O espaço é uma espécie de aldeia de Astérix. Resiste ao avanço das obras no Hotel Infante de Sagres, cuja proprietária é dona de metade do quarteirão, livraria incluída. Resiste ao metralhar de berbequins. Resiste à crise – “se não fossem dois mil clientes digitais eu tinha fechado”. E resistiu a propostas para abandonar o local. A Sagrotel, dona do luxuoso Yeatman, em Gaia, insiste na desocupação: tem planos para o espaço que, em breve, receberá a vizinhança do restaurante da Vogue. O alfarrabista, classificado “loja histórica”, está, por ora, salvaguardado. “Na Câmara foram impecáveis”, elogia Susana Fernandes, mulher de Miguel. “Não faltam assédios e operações de charme para sairmos. Uns a cobiçar o nosso património, outros a quererem ver-nos pelas costas. Mas cá estamos, só não sei por quanto tempo”, garante ela. “Aqui sou um figurante”, resume Miguel. “A Moreira da Costa não é minha – é do Porto.”

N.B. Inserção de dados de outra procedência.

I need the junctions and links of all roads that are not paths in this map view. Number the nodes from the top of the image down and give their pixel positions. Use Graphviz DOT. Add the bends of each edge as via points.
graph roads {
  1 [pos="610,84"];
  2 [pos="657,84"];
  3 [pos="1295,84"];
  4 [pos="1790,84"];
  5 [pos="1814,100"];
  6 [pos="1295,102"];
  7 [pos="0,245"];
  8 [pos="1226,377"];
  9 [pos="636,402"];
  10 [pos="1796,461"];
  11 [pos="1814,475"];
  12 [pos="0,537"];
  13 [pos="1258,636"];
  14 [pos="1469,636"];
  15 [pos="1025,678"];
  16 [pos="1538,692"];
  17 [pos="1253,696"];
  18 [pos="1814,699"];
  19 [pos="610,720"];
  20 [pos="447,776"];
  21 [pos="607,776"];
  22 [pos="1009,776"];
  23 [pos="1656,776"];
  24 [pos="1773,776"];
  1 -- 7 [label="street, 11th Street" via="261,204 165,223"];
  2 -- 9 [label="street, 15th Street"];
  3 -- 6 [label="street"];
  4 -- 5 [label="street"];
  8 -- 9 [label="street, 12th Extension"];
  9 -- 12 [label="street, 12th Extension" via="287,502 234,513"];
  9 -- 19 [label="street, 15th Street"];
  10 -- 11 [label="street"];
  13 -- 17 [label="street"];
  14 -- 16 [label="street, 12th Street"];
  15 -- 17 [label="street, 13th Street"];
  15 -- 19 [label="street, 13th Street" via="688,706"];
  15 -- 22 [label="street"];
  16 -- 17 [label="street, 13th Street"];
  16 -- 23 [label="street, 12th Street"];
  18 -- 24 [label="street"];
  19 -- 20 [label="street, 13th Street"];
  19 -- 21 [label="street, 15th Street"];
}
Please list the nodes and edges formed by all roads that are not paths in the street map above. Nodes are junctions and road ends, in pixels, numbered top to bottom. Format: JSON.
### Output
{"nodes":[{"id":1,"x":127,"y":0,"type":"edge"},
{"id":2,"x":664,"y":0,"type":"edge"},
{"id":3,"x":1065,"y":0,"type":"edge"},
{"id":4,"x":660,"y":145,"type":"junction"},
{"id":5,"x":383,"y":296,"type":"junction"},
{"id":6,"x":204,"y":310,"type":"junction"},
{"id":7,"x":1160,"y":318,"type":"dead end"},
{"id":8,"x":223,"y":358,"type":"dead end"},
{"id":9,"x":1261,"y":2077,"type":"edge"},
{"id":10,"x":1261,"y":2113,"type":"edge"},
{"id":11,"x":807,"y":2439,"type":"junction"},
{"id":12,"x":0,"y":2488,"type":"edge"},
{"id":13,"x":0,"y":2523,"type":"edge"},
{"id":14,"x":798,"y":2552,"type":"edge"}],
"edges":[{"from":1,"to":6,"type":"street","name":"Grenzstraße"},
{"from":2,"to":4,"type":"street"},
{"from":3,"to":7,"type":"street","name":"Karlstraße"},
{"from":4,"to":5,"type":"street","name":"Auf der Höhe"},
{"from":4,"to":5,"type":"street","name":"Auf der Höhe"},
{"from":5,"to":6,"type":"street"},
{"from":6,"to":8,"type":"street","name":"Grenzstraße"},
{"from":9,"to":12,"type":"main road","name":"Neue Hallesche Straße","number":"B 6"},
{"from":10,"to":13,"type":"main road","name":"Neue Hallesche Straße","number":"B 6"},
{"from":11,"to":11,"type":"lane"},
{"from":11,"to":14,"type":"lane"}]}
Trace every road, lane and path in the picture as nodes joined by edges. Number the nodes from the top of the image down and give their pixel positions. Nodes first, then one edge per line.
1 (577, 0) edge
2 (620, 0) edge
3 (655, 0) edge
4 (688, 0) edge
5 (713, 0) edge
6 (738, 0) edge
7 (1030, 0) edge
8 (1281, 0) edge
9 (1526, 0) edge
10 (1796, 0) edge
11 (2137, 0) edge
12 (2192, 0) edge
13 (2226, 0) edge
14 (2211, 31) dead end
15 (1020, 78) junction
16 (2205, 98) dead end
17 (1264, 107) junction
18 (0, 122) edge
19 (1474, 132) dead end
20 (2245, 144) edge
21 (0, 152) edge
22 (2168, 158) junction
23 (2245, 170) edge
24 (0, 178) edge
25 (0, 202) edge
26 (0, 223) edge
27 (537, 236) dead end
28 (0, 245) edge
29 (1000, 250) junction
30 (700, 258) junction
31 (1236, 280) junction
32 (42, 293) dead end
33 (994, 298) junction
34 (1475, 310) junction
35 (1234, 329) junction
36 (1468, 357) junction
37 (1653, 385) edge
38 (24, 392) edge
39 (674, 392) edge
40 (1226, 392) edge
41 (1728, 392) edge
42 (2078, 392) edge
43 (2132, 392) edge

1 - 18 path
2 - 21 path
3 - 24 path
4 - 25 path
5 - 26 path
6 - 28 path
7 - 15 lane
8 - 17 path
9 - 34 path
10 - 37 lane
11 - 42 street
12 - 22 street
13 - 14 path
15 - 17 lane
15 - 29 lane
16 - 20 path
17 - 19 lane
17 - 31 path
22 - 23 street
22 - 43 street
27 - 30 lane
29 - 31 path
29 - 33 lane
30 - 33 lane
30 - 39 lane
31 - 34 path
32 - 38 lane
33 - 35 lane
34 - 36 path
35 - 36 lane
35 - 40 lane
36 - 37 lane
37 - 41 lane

São 49 os estabelecimentos protegidos pelo programa “Porto de Tradição”, criado pelo município para acudir arrendatários mais vulneráveis a despejos, na sequência da liberalização da Lei das Rendas. Outros aguardam classificação, entre eles a Pastelaria Serrana, na Rua do Loureiro, ao lado da Estação de São Bento. De manhã, é um vê se te avias por causa das bolas de Berlim. As referências no New York Times e as cartas enviadas por clientes do Canadá, França, Alemanha e Bélgica, emolduradas, são orgulho da casa. No século XIX, a Serrana era ourivesaria.
Mantém o gradeamento de ferro do andar de cima ao estilo de Arte Nova e a centenária tela de Acácio Lino no teto. O prédio engloba a queijaria Arcozelo. Foi comprado por uma sociedade de investimento de Pedro Pinto, ligado à livraria Lello. “Um esforço
financeiro exigente, bem superior a um milhão de euros”, confirmou o próprio à VISÃO, apostado em resgatar o edifício “para a vida diária do Porto”. Na confeitaria e na queijaria estão apreensivos, desconhecem-se os planos.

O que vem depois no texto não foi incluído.